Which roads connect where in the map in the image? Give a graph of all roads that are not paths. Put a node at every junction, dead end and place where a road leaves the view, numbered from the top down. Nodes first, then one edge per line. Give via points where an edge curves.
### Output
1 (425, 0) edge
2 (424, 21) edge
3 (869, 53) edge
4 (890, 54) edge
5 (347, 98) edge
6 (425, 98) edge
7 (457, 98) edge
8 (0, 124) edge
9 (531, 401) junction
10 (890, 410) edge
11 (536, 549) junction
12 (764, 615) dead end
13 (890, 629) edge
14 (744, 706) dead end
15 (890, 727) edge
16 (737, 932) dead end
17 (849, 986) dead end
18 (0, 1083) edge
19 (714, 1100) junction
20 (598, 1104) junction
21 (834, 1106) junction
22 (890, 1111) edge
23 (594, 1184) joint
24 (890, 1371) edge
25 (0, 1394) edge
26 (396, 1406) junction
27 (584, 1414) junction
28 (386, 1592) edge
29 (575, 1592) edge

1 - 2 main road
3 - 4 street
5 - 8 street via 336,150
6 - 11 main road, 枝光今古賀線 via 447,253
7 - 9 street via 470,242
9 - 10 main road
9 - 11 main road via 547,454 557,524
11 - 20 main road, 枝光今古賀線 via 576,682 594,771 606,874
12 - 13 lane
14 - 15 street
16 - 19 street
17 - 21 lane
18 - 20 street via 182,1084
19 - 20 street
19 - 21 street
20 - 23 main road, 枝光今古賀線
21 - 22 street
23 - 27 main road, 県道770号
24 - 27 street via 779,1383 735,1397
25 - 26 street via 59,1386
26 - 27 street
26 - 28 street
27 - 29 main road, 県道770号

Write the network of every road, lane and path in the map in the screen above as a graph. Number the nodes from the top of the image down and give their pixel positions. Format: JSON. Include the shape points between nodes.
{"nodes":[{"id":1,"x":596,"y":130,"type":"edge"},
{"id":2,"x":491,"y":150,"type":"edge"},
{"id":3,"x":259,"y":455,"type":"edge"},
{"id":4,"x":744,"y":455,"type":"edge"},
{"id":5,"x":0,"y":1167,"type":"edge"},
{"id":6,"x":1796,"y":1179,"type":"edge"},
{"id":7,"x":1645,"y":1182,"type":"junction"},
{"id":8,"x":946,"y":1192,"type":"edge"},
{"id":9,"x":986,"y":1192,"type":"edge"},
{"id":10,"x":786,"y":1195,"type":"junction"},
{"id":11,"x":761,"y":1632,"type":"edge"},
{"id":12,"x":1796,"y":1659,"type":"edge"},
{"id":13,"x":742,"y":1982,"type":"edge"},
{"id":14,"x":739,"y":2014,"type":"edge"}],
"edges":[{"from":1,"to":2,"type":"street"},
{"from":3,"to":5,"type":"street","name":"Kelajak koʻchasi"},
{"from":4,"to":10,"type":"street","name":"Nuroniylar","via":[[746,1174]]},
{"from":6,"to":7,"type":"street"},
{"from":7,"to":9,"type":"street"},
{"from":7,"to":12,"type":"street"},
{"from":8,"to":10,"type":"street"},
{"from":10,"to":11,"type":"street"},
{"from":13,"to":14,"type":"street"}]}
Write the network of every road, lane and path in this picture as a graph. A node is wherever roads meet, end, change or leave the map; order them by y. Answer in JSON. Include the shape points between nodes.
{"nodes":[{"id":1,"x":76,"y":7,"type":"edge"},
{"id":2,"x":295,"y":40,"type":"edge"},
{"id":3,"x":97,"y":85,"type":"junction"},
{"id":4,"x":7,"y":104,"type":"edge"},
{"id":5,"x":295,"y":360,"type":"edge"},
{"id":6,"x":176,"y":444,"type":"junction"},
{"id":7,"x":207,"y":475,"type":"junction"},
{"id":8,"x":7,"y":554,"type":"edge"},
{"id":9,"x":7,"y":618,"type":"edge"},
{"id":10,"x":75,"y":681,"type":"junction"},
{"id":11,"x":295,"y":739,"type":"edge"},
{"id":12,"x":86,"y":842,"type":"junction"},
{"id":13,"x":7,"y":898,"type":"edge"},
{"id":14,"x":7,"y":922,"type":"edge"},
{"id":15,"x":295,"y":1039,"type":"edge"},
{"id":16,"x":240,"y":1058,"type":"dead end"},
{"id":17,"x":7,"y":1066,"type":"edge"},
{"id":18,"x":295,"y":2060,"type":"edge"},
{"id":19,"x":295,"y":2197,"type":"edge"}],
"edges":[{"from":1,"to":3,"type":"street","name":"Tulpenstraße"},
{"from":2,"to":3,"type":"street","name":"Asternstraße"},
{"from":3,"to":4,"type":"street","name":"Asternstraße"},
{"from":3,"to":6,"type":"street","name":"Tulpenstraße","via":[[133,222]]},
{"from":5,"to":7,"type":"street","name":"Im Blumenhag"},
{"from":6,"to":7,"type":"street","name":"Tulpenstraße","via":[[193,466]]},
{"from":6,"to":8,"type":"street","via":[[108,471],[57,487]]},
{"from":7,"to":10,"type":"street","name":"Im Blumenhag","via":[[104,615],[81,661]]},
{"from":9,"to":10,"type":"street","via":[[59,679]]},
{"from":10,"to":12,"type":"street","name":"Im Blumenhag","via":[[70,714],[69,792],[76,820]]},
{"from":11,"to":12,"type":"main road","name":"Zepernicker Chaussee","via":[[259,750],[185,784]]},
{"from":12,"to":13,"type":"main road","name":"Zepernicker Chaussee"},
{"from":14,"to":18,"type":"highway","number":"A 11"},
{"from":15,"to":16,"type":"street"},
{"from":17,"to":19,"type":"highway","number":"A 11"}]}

YOUR TASK. Return every line of the data unchanged.

COMPLETED TASK.
Which roads connect where in the map in the image? Give a graph of all roads that are not paths. Put a node at every junction, dead end and place where a road leaves the view, numbered from the top down. Nodes first, then one edge per line. Give via points where an edge curves.
### Output
1 (425, 0) edge
2 (424, 21) edge
3 (869, 53) edge
4 (890, 54) edge
5 (347, 98) edge
6 (425, 98) edge
7 (457, 98) edge
8 (0, 124) edge
9 (531, 401) junction
10 (890, 410) edge
11 (536, 549) junction
12 (764, 615) dead end
13 (890, 629) edge
14 (744, 706) dead end
15 (890, 727) edge
16 (737, 932) dead end
17 (849, 986) dead end
18 (0, 1083) edge
19 (714, 1100) junction
20 (598, 1104) junction
21 (834, 1106) junction
22 (890, 1111) edge
23 (594, 1184) joint
24 (890, 1371) edge
25 (0, 1394) edge
26 (396, 1406) junction
27 (584, 1414) junction
28 (386, 1592) edge
29 (575, 1592) edge

1 - 2 main road
3 - 4 street
5 - 8 street via 336,150
6 - 11 main road, 枝光今古賀線 via 447,253
7 - 9 street via 470,242
9 - 10 main road
9 - 11 main road via 547,454 557,524
11 - 20 main road, 枝光今古賀線 via 576,682 594,771 606,874
12 - 13 lane
14 - 15 street
16 - 19 street
17 - 21 lane
18 - 20 street via 182,1084
19 - 20 street
19 - 21 street
20 - 23 main road, 枝光今古賀線
21 - 22 street
23 - 27 main road, 県道770号
24 - 27 street via 779,1383 735,1397
25 - 26 street via 59,1386
26 - 27 street
26 - 28 street
27 - 29 main road, 県道770号

Write the network of every road, lane and path in the map in the screen above as a graph. Number the nodes from the top of the image down and give their pixel positions. Format: JSON. Include the shape points between nodes.
{"nodes":[{"id":1,"x":596,"y":130,"type":"edge"},
{"id":2,"x":491,"y":150,"type":"edge"},
{"id":3,"x":259,"y":455,"type":"edge"},
{"id":4,"x":744,"y":455,"type":"edge"},
{"id":5,"x":0,"y":1167,"type":"edge"},
{"id":6,"x":1796,"y":1179,"type":"edge"},
{"id":7,"x":1645,"y":1182,"type":"junction"},
{"id":8,"x":946,"y":1192,"type":"edge"},
{"id":9,"x":986,"y":1192,"type":"edge"},
{"id":10,"x":786,"y":1195,"type":"junction"},
{"id":11,"x":761,"y":1632,"type":"edge"},
{"id":12,"x":1796,"y":1659,"type":"edge"},
{"id":13,"x":742,"y":1982,"type":"edge"},
{"id":14,"x":739,"y":2014,"type":"edge"}],
"edges":[{"from":1,"to":2,"type":"street"},
{"from":3,"to":5,"type":"street","name":"Kelajak koʻchasi"},
{"from":4,"to":10,"type":"street","name":"Nuroniylar","via":[[746,1174]]},
{"from":6,"to":7,"type":"street"},
{"from":7,"to":9,"type":"street"},
{"from":7,"to":12,"type":"street"},
{"from":8,"to":10,"type":"street"},
{"from":10,"to":11,"type":"street"},
{"from":13,"to":14,"type":"street"}]}
Write the network of every road, lane and path in this picture as a graph. A node is wherever roads meet, end, change or leave the map; order them by y. Answer in JSON. Include the shape points between nodes.
{"nodes":[{"id":1,"x":76,"y":7,"type":"edge"},
{"id":2,"x":295,"y":40,"type":"edge"},
{"id":3,"x":97,"y":85,"type":"junction"},
{"id":4,"x":7,"y":104,"type":"edge"},
{"id":5,"x":295,"y":360,"type":"edge"},
{"id":6,"x":176,"y":444,"type":"junction"},
{"id":7,"x":207,"y":475,"type":"junction"},
{"id":8,"x":7,"y":554,"type":"edge"},
{"id":9,"x":7,"y":618,"type":"edge"},
{"id":10,"x":75,"y":681,"type":"junction"},
{"id":11,"x":295,"y":739,"type":"edge"},
{"id":12,"x":86,"y":842,"type":"junction"},
{"id":13,"x":7,"y":898,"type":"edge"},
{"id":14,"x":7,"y":922,"type":"edge"},
{"id":15,"x":295,"y":1039,"type":"edge"},
{"id":16,"x":240,"y":1058,"type":"dead end"},
{"id":17,"x":7,"y":1066,"type":"edge"},
{"id":18,"x":295,"y":2060,"type":"edge"},
{"id":19,"x":295,"y":2197,"type":"edge"}],
"edges":[{"from":1,"to":3,"type":"street","name":"Tulpenstraße"},
{"from":2,"to":3,"type":"street","name":"Asternstraße"},
{"from":3,"to":4,"type":"street","name":"Asternstraße"},
{"from":3,"to":6,"type":"street","name":"Tulpenstraße","via":[[133,222]]},
{"from":5,"to":7,"type":"street","name":"Im Blumenhag"},
{"from":6,"to":7,"type":"street","name":"Tulpenstraße","via":[[193,466]]},
{"from":6,"to":8,"type":"street","via":[[108,471],[57,487]]},
{"from":7,"to":10,"type":"street","name":"Im Blumenhag","via":[[104,615],[81,661]]},
{"from":9,"to":10,"type":"street","via":[[59,679]]},
{"from":10,"to":12,"type":"street","name":"Im Blumenhag","via":[[70,714],[69,792],[76,820]]},
{"from":11,"to":12,"type":"main road","name":"Zepernicker Chaussee","via":[[259,750],[185,784]]},
{"from":12,"to":13,"type":"main road","name":"Zepernicker Chaussee"},
{"from":14,"to":18,"type":"highway","number":"A 11"},
{"from":15,"to":16,"type":"street"},
{"from":17,"to":19,"type":"highway","number":"A 11"}]}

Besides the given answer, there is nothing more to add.